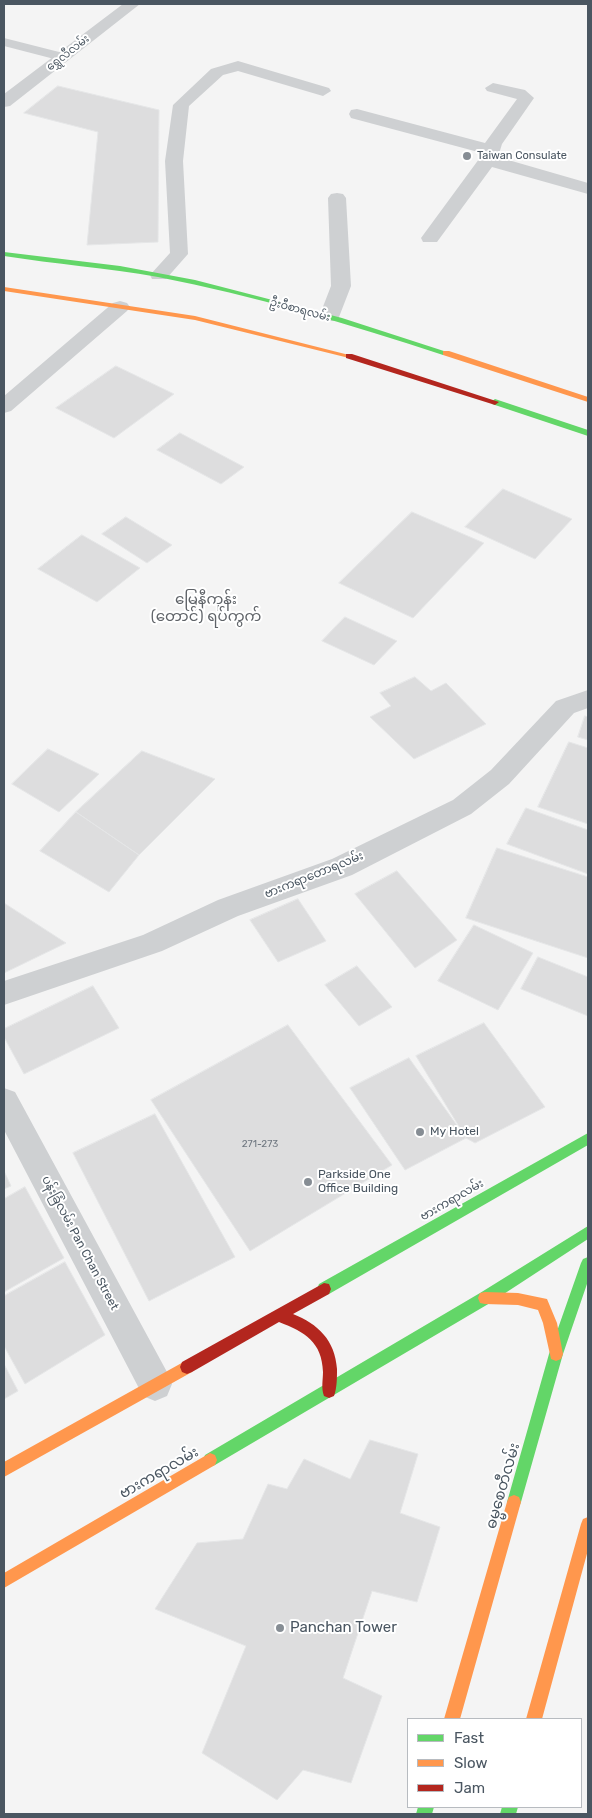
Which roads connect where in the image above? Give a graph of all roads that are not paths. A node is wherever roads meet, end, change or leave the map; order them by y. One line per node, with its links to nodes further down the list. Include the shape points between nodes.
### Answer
1 (132, 4): 3 (street, ရွှေလီလမ်း)
2 (4, 42): 3 (lane)
3 (62, 57): 6 (street, ရွှေလီလမ်း)
4 (493, 88): 8 (street, via 519,93 526,98)
5 (323, 91): 13 (street, via 238,66 217,72 181,105 174,161 179,254)
6 (4, 102)
7 (357, 114): 8 (street)
8 (490, 155): 9 (street); 11 (street)
9 (588, 189)
10 (338, 198): 16 (street, via 341,286)
11 (430, 238)
12 (4, 254): 13 (main road, ဦးဝီစာရလမ်း)
13 (159, 275): 16 (main road, ဦးဝီစာရလမ်း)
14 (4, 288): 15 (main road)
15 (120, 307): 18 (street); 19 (main road, via 195,318 366,360)
16 (329, 317): 17 (main road, ဦးဝီစာရလမ်း)
17 (588, 400)
18 (4, 407)
19 (588, 433)
20 (588, 699): 21 (street, ဗားကရာတောရလမ်း, via 565,707 500,777 462,807 342,867 228,908 152,943)
21 (4, 993)
22 (4, 1101): 29 (street, ပန်းခြံလမ်း Pan Chan Street)
23 (588, 1139): 27 (main road, ဗားကရာလမ်း)
24 (588, 1232): 26 (main road, ဗားကရာလမ်း)
25 (588, 1263): 28 (main road, ဓမ္မစေတီလမ်း)
26 (485, 1298): 28 (main road, via 542,1304 550,1323); 30 (main road, ဗားကရာလမ်း)
27 (278, 1315): 29 (main road, ဗားကရာလမ်း); 30 (main road, via 314,1332 328,1346 332,1368)
28 (556, 1354): 34 (main road, ဓမ္မစေတီလမ်း)
29 (156, 1384): 31 (main road, ဗားကရာလမ်း)
30 (329, 1391): 33 (main road, ဗားကရာလမ်း)
31 (4, 1470)
32 (588, 1524): 35 (main road)
33 (4, 1581)
34 (452, 1718)
35 (534, 1718)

Work to complete:
Search the entries above for the string "street", and report each line where it occurs.

Solution for this exercise:
1 (132, 4): 3 (street, ရွှေလီလမ်း)
3 (62, 57): 6 (street, ရွှေလီလမ်း)
4 (493, 88): 8 (street, via 519,93 526,98)
5 (323, 91): 13 (street, via 238,66 217,72 181,105 174,161 179,254)
7 (357, 114): 8 (street)
8 (490, 155): 9 (street); 11 (street)
10 (338, 198): 16 (street, via 341,286)
15 (120, 307): 18 (street); 19 (main road, via 195,318 366,360)
20 (588, 699): 21 (street, ဗားကရာတောရလမ်း, via 565,707 500,777 462,807 342,867 228,908 152,943)
22 (4, 1101): 29 (street, ပန်းခြံလမ်း Pan Chan Street)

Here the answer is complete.